Canopy height derived from active remote sensing systems such as Lidar or SAR is an often used predictor for forest biomass. However, a significant amount of variance in this relationship remains unexplained. One idea how to improve height-to-biomass relationships is to consider horizontal and vertical forest structure. Ground-based tests have shown that classifying stands according to structure indices, e.g. the stand density index (Reinecke, 1933) and modified species profile index (Pretzsch, 2002), leads to more accurate height-to-biomass relationships within each structure class, compared to one single overall relationship. The goal would be to classify forests into structure types based on a horizontal and a vertical index which are derived from remote sensing data, before biomass estimation (Fig. 1). Biomass could then be estimated more accurately for each structure type.

Figure 1: Workflow to classify structure and predict biomass.
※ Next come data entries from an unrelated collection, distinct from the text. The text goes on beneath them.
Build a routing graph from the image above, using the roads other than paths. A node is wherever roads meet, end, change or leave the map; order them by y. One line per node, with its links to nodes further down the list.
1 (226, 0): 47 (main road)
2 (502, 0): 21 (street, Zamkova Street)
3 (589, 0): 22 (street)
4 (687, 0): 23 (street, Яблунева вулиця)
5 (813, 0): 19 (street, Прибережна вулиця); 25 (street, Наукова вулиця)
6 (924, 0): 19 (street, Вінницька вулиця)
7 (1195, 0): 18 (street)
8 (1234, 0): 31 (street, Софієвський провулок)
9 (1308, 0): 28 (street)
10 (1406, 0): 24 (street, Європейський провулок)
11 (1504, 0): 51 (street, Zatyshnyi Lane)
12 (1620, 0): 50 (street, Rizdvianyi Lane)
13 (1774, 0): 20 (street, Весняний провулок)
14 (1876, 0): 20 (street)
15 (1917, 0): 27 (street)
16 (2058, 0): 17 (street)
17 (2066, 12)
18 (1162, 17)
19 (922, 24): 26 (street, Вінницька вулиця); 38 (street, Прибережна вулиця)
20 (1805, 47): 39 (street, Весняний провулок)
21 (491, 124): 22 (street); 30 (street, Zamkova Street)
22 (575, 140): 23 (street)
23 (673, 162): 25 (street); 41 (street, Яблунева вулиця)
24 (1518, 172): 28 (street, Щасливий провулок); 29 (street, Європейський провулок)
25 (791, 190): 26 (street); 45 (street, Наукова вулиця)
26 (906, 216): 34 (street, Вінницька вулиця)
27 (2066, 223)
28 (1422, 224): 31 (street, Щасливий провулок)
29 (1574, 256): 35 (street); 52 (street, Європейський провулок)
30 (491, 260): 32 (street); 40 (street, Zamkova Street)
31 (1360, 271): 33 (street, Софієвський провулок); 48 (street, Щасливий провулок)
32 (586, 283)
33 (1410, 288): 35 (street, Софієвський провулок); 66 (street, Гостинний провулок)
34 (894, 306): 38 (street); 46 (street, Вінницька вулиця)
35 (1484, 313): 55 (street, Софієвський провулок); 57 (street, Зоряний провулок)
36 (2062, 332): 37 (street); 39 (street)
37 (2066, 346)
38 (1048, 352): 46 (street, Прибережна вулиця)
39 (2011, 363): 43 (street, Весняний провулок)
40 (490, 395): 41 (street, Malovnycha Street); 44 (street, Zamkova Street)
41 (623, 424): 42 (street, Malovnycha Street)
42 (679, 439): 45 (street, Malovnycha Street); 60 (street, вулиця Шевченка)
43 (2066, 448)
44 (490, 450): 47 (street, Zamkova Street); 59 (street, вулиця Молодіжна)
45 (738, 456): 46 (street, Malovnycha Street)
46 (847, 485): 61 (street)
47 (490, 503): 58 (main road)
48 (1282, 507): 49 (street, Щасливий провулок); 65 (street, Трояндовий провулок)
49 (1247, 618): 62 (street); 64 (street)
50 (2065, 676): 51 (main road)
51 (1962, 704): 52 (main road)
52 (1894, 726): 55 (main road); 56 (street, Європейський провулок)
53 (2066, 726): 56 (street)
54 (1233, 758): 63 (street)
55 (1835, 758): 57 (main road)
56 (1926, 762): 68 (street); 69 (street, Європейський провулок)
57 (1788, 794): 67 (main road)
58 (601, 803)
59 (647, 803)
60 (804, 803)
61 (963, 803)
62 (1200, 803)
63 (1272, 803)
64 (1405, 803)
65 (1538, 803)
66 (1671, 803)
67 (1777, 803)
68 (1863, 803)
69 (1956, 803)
We used ground-inventory and airborne Lidar data from 141 field plots of 500 m² in the forest of Traunstein, Bavaria, to develop a structure classification. The classification scheme was then applied to the German national forest inventory (BWI), which consists of 48,562 field plots distributed over Germany at a maximal spacing of 4 km. As no wall-to-wall Lidar data for Germany was available, we generated the Lidar data for the BWI plots using a simulation model. Pairwise correlations between 38 different ground-based structure metrics and 56 Lidar metrics were investigated to identify useful structure indices (Fig. 2).

A first application of the workflow showed how structure types can be derived from Lidar data using a spatially restricted set of ground inventory plots (Traunstein) to produce a large structure type map for Germany. Classification into horizontal types was easier, while classification into vertical types proved challenging. The distribution of the structure types in Germany is shown in Fig. 2.

Figure 2: Map of horizontal (H) and vertical (V) forest structure types in Germany, based on simulated Lidar data from the German national forest inventory; NF = non-forest. Class 1 stands for a homogenous structure, class 4 for a very heterogeneous structure.

Future research will focus on the link between Lidar- and ground-based structure indices, the link between Lidar- and Radar-based structure indices and the influence of spatial scale on the height-to-biomass relationship.

Acknowledgements
We thank the Thünen Institute for providing the German national forest inventory (BWI) data.

References:
Pretzsch (2009). Forest Dynamics, Growth and Yield. Springer Verlag, Berlin, pp. 281
Reineke (1933). Perfecting a stand-density index for even-aged forests. Journal of Agricultural Research 46:627-638.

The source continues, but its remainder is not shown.